### Description of the task
Once you reach the line that holds "wrist: (186, 428)" in the listing below, output it and every line after it through the line that holds "thumb tip: (274, 182)", word for word.

▼▼▼

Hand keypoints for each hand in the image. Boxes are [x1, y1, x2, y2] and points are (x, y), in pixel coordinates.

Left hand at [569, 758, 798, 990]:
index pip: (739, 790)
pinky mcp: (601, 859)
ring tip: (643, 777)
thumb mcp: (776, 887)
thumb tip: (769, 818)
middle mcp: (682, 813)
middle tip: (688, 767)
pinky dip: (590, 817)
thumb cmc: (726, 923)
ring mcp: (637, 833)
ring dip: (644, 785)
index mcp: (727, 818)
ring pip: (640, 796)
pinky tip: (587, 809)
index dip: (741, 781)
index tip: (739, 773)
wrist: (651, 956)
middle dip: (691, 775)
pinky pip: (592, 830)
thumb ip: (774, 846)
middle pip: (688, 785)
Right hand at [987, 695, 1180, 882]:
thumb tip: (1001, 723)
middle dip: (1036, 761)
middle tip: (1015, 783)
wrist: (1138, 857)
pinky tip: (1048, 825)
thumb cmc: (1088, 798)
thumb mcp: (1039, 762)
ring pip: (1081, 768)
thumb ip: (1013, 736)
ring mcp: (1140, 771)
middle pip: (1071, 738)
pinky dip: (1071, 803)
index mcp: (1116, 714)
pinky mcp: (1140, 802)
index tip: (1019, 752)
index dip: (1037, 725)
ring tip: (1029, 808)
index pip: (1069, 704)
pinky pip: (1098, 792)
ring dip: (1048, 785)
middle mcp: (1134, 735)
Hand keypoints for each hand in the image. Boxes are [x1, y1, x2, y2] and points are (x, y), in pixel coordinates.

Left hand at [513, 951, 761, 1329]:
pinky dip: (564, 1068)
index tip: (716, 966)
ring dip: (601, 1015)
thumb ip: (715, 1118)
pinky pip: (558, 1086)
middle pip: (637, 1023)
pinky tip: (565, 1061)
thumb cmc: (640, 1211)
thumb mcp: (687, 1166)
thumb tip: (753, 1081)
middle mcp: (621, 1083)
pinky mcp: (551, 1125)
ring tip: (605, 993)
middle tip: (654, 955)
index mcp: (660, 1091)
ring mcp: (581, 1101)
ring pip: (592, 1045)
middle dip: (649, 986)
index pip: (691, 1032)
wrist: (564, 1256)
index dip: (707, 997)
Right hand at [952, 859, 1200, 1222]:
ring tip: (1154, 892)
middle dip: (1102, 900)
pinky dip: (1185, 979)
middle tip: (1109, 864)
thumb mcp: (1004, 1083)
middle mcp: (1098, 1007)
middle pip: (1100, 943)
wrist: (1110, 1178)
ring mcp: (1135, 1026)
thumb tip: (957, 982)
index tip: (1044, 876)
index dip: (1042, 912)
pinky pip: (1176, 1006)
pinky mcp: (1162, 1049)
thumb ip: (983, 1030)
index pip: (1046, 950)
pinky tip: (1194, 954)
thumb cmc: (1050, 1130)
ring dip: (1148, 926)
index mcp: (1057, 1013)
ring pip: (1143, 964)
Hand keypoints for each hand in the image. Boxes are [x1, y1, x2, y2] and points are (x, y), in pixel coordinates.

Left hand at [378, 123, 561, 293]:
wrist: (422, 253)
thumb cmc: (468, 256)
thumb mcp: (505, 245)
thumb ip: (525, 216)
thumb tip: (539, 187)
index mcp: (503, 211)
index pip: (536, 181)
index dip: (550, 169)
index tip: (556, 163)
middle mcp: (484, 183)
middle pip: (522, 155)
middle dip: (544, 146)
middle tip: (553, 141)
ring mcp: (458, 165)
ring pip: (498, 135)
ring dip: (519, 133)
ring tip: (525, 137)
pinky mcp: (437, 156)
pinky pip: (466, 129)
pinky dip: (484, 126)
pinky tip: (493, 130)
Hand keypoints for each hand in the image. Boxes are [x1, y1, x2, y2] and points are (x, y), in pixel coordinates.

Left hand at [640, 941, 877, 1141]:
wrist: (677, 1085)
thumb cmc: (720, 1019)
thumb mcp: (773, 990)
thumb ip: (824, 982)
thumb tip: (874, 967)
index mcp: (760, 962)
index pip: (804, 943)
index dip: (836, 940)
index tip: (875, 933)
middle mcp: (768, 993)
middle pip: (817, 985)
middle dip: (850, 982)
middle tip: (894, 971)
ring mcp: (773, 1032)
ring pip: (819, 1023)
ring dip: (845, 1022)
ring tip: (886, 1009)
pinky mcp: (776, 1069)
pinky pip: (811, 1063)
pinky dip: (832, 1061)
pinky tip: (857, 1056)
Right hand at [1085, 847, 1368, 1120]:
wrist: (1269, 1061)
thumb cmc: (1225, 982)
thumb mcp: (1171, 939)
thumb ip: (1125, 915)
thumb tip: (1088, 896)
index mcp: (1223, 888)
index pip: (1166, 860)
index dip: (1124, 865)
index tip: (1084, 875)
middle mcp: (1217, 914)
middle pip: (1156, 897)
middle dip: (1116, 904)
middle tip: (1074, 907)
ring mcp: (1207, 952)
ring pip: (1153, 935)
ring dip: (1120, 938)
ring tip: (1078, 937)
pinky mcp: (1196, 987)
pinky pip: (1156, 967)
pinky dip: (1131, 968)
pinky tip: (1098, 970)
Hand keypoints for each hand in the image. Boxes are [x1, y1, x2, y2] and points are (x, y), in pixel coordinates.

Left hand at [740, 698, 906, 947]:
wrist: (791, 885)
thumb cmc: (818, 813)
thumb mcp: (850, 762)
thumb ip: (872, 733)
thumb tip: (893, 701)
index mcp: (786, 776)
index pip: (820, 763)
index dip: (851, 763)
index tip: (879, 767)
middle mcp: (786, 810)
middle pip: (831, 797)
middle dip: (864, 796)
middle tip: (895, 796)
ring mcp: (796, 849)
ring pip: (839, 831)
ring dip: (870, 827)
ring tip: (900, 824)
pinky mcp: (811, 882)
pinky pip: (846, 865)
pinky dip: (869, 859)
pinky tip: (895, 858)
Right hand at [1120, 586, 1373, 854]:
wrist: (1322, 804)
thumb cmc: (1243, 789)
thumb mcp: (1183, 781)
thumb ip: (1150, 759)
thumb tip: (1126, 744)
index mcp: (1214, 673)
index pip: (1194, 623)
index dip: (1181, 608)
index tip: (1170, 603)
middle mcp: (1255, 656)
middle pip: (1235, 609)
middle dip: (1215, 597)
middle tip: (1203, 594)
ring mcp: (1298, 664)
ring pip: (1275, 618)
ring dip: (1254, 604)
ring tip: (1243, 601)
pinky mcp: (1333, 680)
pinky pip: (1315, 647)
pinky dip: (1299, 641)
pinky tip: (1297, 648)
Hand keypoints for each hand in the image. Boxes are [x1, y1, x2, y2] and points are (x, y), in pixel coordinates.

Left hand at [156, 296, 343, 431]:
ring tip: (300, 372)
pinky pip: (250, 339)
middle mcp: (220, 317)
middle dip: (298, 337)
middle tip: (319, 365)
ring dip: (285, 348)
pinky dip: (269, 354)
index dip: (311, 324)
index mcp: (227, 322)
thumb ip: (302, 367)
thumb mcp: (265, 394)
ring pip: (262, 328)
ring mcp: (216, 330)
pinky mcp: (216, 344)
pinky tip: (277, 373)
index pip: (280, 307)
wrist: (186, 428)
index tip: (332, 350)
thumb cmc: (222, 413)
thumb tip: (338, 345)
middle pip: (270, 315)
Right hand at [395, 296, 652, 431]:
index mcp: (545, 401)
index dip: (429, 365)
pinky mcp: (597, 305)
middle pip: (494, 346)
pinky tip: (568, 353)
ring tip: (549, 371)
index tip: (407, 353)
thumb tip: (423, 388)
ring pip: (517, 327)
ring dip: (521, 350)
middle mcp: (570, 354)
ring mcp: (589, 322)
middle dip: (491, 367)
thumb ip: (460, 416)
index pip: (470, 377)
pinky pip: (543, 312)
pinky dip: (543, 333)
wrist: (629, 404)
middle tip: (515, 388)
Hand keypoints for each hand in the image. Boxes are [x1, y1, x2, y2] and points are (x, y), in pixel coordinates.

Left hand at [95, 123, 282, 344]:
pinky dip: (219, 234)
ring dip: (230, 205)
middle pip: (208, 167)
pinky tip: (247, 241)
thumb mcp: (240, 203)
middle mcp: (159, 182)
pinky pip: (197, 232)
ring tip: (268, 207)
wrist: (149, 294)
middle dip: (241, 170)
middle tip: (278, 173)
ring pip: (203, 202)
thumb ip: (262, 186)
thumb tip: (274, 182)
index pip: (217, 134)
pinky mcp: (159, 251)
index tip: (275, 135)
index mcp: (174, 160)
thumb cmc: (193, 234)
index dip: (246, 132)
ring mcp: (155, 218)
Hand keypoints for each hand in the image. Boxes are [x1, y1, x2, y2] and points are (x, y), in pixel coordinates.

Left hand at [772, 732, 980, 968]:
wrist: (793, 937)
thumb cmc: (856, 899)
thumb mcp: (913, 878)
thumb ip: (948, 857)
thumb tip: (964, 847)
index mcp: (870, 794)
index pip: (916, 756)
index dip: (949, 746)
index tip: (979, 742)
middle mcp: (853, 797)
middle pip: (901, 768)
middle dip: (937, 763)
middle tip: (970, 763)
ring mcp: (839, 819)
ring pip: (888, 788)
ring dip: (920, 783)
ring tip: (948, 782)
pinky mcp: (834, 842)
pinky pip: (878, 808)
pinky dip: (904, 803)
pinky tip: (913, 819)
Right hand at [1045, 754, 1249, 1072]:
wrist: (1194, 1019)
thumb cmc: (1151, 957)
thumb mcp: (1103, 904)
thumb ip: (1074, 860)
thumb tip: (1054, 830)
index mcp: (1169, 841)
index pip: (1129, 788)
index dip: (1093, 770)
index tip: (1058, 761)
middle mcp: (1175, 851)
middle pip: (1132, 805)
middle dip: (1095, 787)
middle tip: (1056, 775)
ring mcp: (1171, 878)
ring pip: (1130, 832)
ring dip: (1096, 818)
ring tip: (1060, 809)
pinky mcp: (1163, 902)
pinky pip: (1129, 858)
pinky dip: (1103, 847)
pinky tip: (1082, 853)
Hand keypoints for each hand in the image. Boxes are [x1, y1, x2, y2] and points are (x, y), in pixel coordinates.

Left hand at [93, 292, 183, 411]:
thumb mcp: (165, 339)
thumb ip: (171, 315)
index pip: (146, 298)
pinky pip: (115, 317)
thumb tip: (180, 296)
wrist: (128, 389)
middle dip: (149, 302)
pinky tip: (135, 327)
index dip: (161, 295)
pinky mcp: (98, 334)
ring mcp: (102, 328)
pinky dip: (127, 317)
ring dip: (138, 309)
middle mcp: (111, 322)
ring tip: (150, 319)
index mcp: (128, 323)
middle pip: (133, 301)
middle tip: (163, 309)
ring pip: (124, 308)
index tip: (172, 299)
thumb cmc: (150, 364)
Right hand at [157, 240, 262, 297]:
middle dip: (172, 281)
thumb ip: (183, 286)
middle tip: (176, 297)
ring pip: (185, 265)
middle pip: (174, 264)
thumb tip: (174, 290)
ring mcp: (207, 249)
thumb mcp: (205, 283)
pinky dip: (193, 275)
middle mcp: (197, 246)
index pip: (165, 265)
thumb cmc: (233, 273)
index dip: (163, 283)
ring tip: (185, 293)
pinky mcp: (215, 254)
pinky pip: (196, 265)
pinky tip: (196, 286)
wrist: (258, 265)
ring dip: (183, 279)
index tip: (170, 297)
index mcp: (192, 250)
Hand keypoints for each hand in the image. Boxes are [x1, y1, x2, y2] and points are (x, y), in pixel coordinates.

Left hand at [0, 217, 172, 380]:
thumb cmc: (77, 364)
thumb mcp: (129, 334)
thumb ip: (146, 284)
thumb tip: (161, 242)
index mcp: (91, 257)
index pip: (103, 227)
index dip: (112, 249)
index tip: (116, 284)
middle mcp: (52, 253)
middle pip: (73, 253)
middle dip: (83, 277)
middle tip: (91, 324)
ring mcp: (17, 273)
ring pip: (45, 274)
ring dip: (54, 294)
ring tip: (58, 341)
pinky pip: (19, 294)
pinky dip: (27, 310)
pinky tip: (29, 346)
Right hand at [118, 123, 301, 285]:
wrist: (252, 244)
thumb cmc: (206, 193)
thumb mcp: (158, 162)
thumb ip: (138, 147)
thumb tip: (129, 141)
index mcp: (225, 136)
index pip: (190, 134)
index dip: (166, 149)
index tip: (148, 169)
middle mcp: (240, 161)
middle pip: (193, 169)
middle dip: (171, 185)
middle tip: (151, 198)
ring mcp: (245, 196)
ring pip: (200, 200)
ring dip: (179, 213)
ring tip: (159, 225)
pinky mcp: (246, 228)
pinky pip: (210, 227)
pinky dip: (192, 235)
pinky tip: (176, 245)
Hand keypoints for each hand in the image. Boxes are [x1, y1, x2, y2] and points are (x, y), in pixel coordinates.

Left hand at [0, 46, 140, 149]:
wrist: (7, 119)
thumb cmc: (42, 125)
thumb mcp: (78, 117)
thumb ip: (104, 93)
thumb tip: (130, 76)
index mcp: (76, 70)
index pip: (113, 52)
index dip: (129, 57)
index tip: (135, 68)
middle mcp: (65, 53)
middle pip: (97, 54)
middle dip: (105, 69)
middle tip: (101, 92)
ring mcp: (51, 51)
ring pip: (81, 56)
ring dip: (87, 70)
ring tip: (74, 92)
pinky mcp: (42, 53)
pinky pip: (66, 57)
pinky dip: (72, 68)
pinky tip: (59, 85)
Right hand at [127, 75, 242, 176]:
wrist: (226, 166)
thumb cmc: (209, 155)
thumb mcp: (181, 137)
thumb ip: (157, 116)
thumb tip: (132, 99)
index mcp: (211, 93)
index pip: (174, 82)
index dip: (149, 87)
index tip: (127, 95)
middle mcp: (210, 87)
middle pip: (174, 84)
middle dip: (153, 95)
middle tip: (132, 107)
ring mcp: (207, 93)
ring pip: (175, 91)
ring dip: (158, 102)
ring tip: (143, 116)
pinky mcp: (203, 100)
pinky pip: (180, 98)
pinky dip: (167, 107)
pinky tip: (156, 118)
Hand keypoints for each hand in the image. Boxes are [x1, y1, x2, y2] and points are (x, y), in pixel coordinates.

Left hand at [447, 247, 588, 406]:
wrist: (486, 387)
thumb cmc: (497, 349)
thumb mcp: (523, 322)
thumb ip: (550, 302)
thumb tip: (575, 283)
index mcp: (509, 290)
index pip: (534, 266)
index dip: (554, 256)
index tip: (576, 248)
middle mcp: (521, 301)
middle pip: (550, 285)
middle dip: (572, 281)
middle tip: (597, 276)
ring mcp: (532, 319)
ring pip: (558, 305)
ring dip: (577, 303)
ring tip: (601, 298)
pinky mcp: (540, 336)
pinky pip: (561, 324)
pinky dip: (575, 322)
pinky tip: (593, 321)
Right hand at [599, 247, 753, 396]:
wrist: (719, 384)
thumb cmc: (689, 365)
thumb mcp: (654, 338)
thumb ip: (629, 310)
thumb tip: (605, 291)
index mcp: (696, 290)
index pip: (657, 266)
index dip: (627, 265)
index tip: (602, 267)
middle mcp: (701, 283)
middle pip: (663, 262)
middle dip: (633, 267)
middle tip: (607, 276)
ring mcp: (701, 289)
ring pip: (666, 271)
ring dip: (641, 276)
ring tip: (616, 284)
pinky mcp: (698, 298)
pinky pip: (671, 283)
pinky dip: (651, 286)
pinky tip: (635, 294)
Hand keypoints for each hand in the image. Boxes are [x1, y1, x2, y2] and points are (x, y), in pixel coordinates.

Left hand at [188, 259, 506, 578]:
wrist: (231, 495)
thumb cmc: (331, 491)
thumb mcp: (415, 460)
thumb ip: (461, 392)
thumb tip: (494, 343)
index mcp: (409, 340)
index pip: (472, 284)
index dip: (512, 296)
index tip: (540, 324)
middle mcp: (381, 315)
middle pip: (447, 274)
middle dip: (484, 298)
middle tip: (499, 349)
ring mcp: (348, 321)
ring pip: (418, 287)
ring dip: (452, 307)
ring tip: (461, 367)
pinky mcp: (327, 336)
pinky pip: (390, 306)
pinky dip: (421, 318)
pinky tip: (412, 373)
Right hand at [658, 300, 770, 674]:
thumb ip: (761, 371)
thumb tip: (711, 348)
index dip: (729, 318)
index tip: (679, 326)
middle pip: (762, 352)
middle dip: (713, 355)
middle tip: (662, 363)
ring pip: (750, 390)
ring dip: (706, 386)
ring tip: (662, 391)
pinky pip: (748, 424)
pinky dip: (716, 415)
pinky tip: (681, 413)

▲▲▲

### Exercise response
wrist: (186, 428)
index tip: (332, 350)
thumb cmc: (222, 413)
thumb tip: (338, 345)
middle pip: (270, 315)
Right hand at [395, 296, 652, 431]:
index mcp: (545, 401)
index dip: (429, 365)
pinky mcp: (597, 305)
middle pip: (494, 346)
pinky tip: (568, 353)
ring tip: (549, 371)
index tip: (407, 353)
thumb tip: (423, 388)
ring pip: (517, 327)
ring dip: (521, 350)
middle mcp: (570, 354)
ring mcp: (589, 322)
middle dip: (491, 367)
thumb ip: (460, 416)
index pip: (470, 377)
pinky pip: (543, 312)
pinky dip: (543, 333)
wrist: (629, 404)
middle tip: (515, 388)
Hand keypoints for each hand in the image. Boxes are [x1, y1, x2, y2] and points are (x, y), in pixel coordinates.

Left hand at [95, 123, 282, 344]:
pinky dip: (219, 234)
ring dip: (230, 205)
middle pip: (208, 167)
pinky tip: (247, 241)
thumb mcp: (240, 203)
middle mcp: (159, 182)
pinky pip: (197, 232)
ring tip: (268, 207)
wrist: (149, 294)
middle dip: (241, 170)
middle tip: (278, 173)
ring pip: (203, 202)
thumb ip: (262, 186)
thumb tip: (274, 182)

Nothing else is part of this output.